_WORK INSTRUCTION_: Where in the data does the word "DRIVE" appear? Find those lines and copy them.

_ENTRIES SHOWN_:
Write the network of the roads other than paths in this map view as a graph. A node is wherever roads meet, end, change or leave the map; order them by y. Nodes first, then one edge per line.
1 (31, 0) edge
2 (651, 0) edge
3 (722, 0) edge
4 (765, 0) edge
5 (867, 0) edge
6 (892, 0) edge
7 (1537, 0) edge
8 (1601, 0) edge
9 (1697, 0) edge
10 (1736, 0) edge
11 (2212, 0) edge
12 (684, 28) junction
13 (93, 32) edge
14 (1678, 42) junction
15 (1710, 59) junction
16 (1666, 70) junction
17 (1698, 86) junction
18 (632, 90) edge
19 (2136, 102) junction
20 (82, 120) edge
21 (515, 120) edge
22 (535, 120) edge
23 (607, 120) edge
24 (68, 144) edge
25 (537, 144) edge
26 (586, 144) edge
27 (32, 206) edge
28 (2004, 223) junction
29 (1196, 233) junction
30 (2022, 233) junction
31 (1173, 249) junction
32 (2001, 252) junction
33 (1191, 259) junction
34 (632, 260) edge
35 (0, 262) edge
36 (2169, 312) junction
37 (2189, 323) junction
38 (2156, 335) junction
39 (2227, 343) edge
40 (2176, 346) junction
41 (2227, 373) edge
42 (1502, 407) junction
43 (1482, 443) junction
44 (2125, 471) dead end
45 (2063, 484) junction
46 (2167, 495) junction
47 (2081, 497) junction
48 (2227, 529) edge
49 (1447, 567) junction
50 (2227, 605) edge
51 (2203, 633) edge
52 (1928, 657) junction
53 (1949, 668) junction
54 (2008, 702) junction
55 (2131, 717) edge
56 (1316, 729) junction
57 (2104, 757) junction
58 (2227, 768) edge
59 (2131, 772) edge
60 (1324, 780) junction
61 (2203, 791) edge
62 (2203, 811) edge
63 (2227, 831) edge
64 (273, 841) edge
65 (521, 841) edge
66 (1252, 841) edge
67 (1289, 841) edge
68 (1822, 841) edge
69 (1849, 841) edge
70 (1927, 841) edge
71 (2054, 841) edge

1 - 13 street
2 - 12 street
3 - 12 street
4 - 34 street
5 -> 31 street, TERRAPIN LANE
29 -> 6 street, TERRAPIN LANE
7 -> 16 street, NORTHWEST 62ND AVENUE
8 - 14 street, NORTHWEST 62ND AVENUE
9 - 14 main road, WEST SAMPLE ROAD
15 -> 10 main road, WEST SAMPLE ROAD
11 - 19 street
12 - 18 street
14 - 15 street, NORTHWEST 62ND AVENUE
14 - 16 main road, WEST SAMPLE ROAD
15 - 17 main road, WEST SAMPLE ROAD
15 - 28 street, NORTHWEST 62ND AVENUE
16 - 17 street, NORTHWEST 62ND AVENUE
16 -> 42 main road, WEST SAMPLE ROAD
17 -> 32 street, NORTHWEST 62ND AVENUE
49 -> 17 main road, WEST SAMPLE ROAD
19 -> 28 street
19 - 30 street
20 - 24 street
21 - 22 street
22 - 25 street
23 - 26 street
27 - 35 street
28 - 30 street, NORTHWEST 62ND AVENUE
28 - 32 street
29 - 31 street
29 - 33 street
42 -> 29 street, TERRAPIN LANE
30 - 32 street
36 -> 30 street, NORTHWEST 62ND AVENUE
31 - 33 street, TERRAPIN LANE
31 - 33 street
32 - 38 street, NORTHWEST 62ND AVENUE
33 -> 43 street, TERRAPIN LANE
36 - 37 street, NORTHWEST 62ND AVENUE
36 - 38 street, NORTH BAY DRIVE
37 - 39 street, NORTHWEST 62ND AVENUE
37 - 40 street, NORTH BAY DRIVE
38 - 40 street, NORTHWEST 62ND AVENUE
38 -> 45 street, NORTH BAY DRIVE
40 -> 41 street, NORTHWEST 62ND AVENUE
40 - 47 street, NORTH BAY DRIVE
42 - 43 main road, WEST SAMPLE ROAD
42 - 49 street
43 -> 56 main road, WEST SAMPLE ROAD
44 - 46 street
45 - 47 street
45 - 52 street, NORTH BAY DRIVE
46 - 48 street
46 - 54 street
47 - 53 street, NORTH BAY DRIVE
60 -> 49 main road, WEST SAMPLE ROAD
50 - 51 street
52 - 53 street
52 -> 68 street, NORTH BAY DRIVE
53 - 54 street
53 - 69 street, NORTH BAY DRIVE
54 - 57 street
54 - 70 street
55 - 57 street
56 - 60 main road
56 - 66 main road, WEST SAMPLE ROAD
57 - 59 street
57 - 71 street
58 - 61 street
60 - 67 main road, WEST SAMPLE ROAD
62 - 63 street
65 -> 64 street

---

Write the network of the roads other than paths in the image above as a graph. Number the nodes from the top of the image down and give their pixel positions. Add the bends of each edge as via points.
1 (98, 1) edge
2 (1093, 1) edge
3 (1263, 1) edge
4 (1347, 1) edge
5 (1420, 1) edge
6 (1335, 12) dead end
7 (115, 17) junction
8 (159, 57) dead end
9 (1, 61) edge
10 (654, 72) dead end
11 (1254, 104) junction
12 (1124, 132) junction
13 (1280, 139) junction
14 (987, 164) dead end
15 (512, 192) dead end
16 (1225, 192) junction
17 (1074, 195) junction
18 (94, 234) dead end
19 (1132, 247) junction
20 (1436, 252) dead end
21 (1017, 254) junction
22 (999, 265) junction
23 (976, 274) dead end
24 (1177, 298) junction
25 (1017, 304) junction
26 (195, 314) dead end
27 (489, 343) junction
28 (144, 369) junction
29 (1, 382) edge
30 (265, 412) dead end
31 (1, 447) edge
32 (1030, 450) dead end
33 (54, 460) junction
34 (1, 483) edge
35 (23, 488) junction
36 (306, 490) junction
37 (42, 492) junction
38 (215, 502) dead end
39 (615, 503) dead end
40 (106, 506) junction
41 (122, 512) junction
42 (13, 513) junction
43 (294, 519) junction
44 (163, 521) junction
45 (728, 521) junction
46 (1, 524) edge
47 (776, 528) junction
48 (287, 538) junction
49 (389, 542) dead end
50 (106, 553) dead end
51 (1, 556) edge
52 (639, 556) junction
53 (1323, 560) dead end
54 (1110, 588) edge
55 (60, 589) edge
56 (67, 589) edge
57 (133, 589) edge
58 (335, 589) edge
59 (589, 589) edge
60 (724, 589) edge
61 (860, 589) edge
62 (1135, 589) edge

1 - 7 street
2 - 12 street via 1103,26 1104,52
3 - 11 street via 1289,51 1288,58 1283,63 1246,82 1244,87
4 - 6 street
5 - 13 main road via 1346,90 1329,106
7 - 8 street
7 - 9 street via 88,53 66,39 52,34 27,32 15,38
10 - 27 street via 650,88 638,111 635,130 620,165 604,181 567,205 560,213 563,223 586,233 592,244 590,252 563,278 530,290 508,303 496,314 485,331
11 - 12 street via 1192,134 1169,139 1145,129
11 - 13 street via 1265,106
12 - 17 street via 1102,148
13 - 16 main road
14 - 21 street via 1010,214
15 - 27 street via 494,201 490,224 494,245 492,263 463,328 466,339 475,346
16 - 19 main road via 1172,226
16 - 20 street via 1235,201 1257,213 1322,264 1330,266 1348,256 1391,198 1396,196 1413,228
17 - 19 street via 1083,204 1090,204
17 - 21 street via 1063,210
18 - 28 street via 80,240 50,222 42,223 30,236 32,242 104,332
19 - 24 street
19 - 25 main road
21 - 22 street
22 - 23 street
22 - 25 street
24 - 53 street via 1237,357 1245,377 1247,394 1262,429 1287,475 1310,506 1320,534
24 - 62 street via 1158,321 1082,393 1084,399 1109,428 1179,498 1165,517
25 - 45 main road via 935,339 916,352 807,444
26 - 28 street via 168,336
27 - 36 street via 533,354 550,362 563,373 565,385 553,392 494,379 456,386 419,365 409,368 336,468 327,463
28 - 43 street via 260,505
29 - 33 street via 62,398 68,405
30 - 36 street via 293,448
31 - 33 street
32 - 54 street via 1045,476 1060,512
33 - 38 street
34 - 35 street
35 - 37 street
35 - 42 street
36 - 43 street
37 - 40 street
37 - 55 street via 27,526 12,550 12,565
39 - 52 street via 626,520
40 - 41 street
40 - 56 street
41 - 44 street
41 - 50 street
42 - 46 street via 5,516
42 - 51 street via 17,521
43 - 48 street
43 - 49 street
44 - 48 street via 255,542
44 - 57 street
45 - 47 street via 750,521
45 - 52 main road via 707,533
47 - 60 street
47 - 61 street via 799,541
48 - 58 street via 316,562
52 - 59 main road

_SOLUTION_:
36 - 38 street, NORTH BAY DRIVE
37 - 40 street, NORTH BAY DRIVE
38 -> 45 street, NORTH BAY DRIVE
40 - 47 street, NORTH BAY DRIVE
45 - 52 street, NORTH BAY DRIVE
47 - 53 street, NORTH BAY DRIVE
52 -> 68 street, NORTH BAY DRIVE
53 - 69 street, NORTH BAY DRIVE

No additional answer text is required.